The band played a few shows in the city, until Thunders’ addiction took over. Maintaining a serious junk habit takes money, and Thunders tried getting it by fucking his bandmates over. A Dutch record label offered Gang War forty grand to finance their first album. Thunders tried negotiating with the label’s executive while fucked out of his mind, hoping he could convince the company to make the album a Johnny Thunders solo production. It didn’t work. The other members of Gang War took the slight about as well as you’d expect, and the band dissolved. Only scraps of demo tapes and poorly recorded live shows remain from the group’s brief existence.
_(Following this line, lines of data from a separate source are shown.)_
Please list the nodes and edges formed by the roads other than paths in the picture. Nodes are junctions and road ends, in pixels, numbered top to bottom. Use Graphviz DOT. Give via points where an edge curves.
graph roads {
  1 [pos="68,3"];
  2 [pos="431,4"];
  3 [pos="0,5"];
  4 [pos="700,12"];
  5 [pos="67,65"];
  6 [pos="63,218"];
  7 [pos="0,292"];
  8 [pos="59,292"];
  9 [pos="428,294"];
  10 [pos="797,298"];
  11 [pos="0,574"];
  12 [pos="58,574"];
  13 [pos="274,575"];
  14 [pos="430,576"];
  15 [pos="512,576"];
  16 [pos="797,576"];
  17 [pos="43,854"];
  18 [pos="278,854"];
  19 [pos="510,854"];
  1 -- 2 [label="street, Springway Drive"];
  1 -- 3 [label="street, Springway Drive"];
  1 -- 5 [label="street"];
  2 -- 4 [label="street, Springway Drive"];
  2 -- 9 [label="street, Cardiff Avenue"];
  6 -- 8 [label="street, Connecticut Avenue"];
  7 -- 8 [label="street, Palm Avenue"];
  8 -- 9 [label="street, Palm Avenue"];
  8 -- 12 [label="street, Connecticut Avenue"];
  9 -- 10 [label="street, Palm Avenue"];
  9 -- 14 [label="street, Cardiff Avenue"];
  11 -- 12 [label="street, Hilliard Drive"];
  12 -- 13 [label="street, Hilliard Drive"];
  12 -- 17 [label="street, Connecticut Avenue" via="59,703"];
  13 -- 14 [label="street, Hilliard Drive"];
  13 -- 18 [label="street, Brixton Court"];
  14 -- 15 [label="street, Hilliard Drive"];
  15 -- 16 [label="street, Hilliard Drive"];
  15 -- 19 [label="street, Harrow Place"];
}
These bootlegs prove difficult listening material, especially this self-titled live compilation of two shows put out by Jungle Records. Gang War’s live shows consisted of covers, since the band fell apart before putting together a single original song. Still, raucous energy bleeds through their renditions of “Endless Party.” The group’s version of the reggae classic “The Harder They Come” could knock over a mountain. There’s potential on the first half of this recording, a frenetic interplay between Thunders and Kramer.

It hurts hearing these glimmers of what could have been, because many of the tracks just fucking suck. In the second recorded performance included on the compilation, Thunders spends more time antagonizing the crowd than playing music:

“You guys think you know how to treat your women good? I’m gonna tell you really how to treat the bitch. The bitch, the bitch that always think they got the upper hand because they got the cute li’l butt walking around, and their little dyed blonde hair, saying, ‘Oh honey, honey to me, my tits, my tits size 34C so you should listen to me.’ Fuck these bitches, baby, this is how you treat the bitch. If you don’t treat your bitch this way you’re a fucking asshole or a chump.”

That’s how Johnny Thunders, old-school romantic, introduces the song “Ten Commandments of Love.” You can hear the band falling apart in every chord played off-beat, every slurred word that drips from Thunders’ mouth. Like its own existence, Gang War can’t keep that performance together for more than a blink.

Looking back, Gang War sounds like the death rattle of the bands playing punk before the genre even had that name. Their sliver of time together showcased the same drives that fueled the too-perfect collaboration of Kramer and Thunders, and would ultimately tear them apart. They were desperate, talented, and didn’t know what else to do but play their guitars.